### EXTRACTED RECORDS
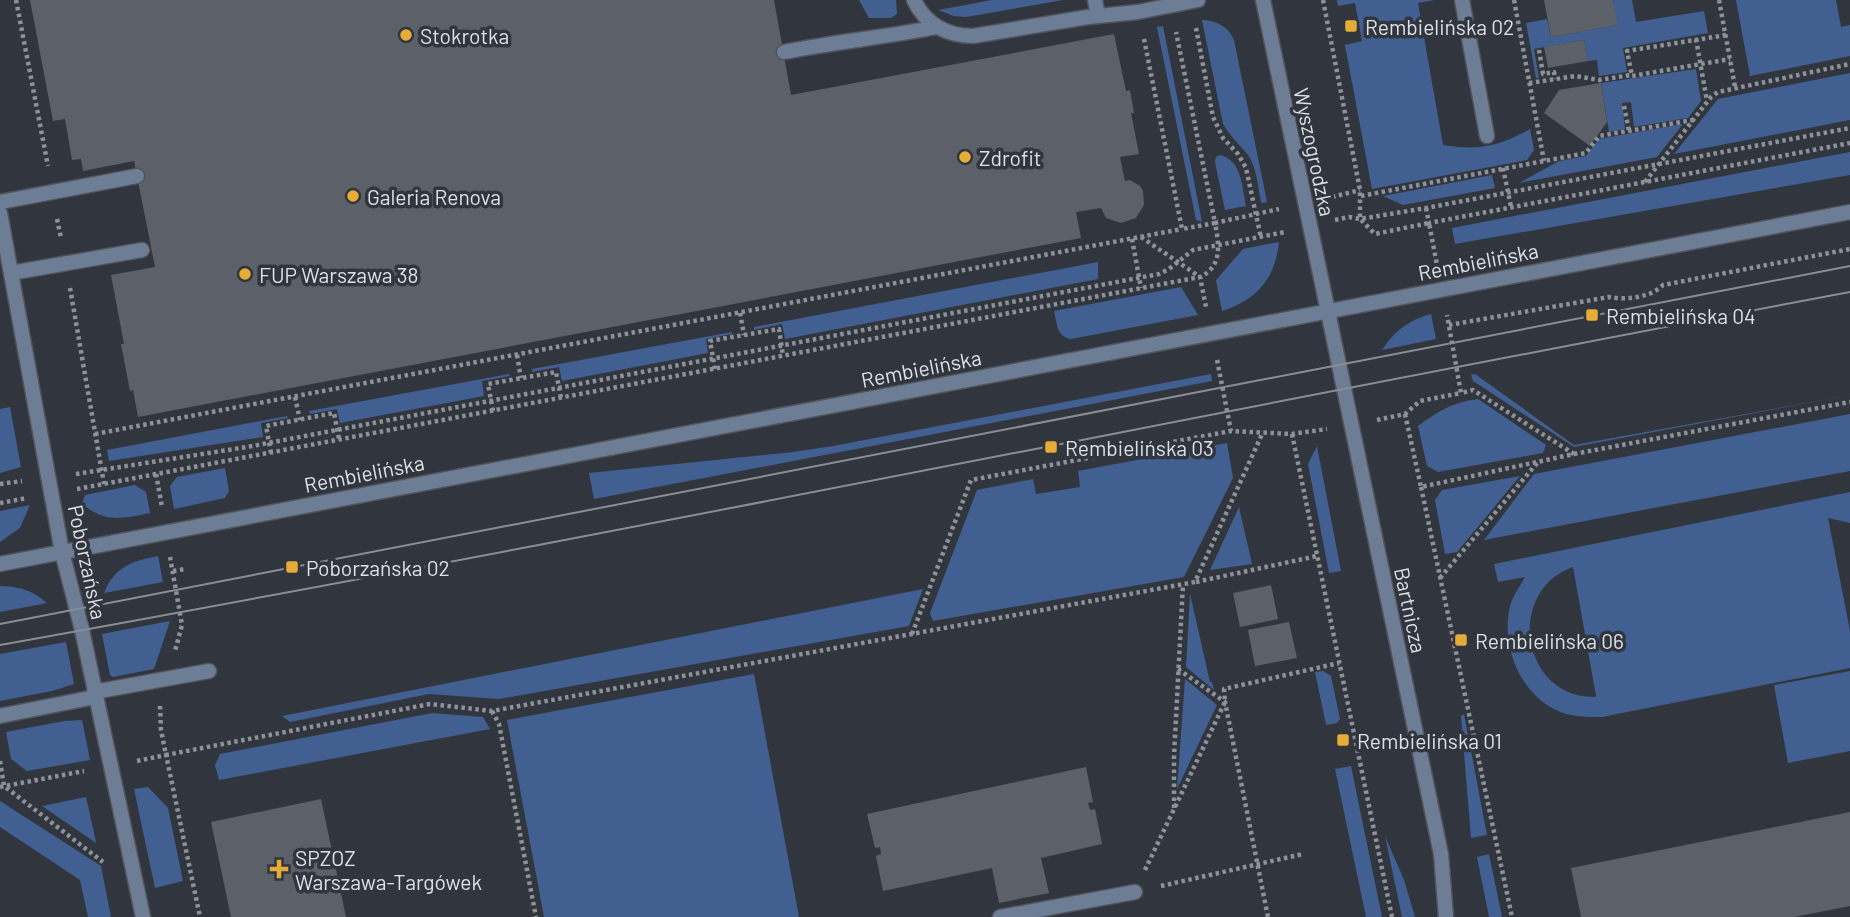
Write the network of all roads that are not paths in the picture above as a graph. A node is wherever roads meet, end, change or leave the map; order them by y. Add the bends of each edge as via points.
1 (914, 0) edge
2 (1095, 0) edge
3 (1263, 0) edge
4 (1462, 0) edge
5 (1194, 1) edge
6 (1137, 6) edge
7 (1098, 16) junction
8 (937, 27) junction
9 (784, 52) dead end
10 (1487, 136) dead end
11 (137, 176) dead end
12 (0, 202) edge
13 (1850, 212) edge
14 (0, 214) edge
15 (142, 250) dead end
16 (11, 273) junction
17 (1327, 312) junction
18 (62, 552) junction
19 (0, 564) edge
20 (208, 671) dead end
21 (94, 694) junction
22 (0, 716) edge
23 (1135, 892) road end
24 (1022, 915) edge
25 (143, 917) edge
26 (1000, 917) edge
27 (1446, 917) edge

1 - 8 street
2 - 7 street
3 - 17 street, Wyszogrodzka
4 - 10 street
5 - 6 street
6 - 7 street
7 - 8 street via 973,36 954,35
8 - 9 street
11 - 12 street
13 - 17 street, Rembielińska
14 - 16 street, Poborzańska
15 - 16 street
16 - 18 street, Poborzańska
17 - 18 street, Rembielińska
17 - 27 street, Bartnicza via 1441,854
18 - 19 street, Rembielińska
18 - 21 street, Poborzańska
20 - 21 street
21 - 22 street
21 - 25 street, Poborzańska
23 - 24 street
24 - 26 street

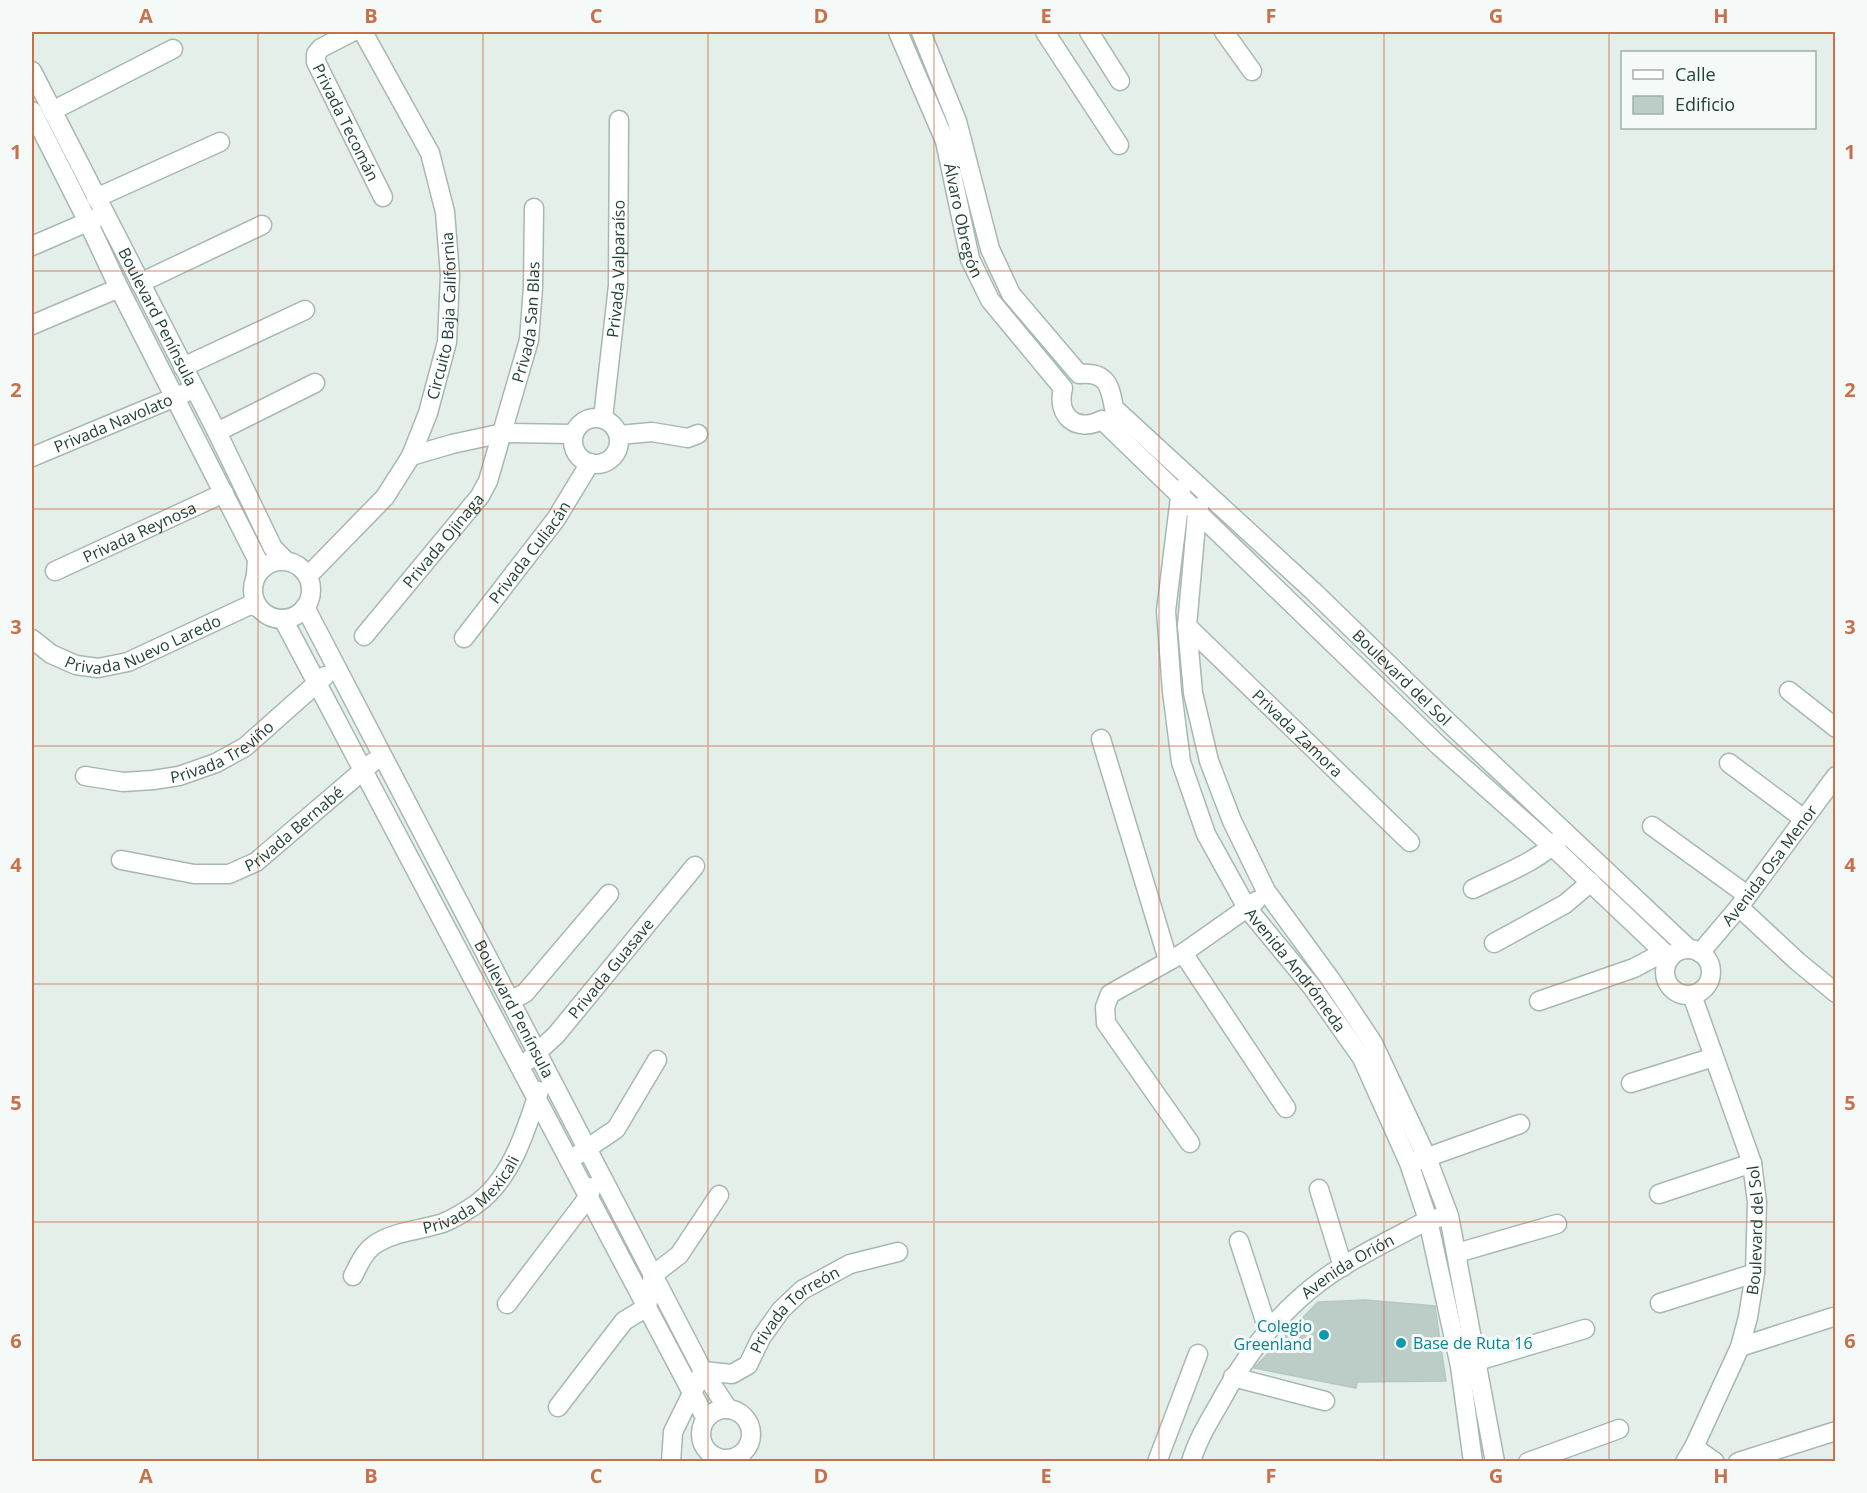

### EXERCISE BRIEF
Make an exact copy of the records above. Keep out every picture.

### RESPONSE AREA
Write the network of all roads that are not paths in the picture above as a graph. A node is wherever roads meet, end, change or leave the map; order them by y. Add the bends of each edge as via points.
1 (914, 0) edge
2 (1095, 0) edge
3 (1263, 0) edge
4 (1462, 0) edge
5 (1194, 1) edge
6 (1137, 6) edge
7 (1098, 16) junction
8 (937, 27) junction
9 (784, 52) dead end
10 (1487, 136) dead end
11 (137, 176) dead end
12 (0, 202) edge
13 (1850, 212) edge
14 (0, 214) edge
15 (142, 250) dead end
16 (11, 273) junction
17 (1327, 312) junction
18 (62, 552) junction
19 (0, 564) edge
20 (208, 671) dead end
21 (94, 694) junction
22 (0, 716) edge
23 (1135, 892) road end
24 (1022, 915) edge
25 (143, 917) edge
26 (1000, 917) edge
27 (1446, 917) edge

1 - 8 street
2 - 7 street
3 - 17 street, Wyszogrodzka
4 - 10 street
5 - 6 street
6 - 7 street
7 - 8 street via 973,36 954,35
8 - 9 street
11 - 12 street
13 - 17 street, Rembielińska
14 - 16 street, Poborzańska
15 - 16 street
16 - 18 street, Poborzańska
17 - 18 street, Rembielińska
17 - 27 street, Bartnicza via 1441,854
18 - 19 street, Rembielińska
18 - 21 street, Poborzańska
20 - 21 street
21 - 22 street
21 - 25 street, Poborzańska
23 - 24 street
24 - 26 street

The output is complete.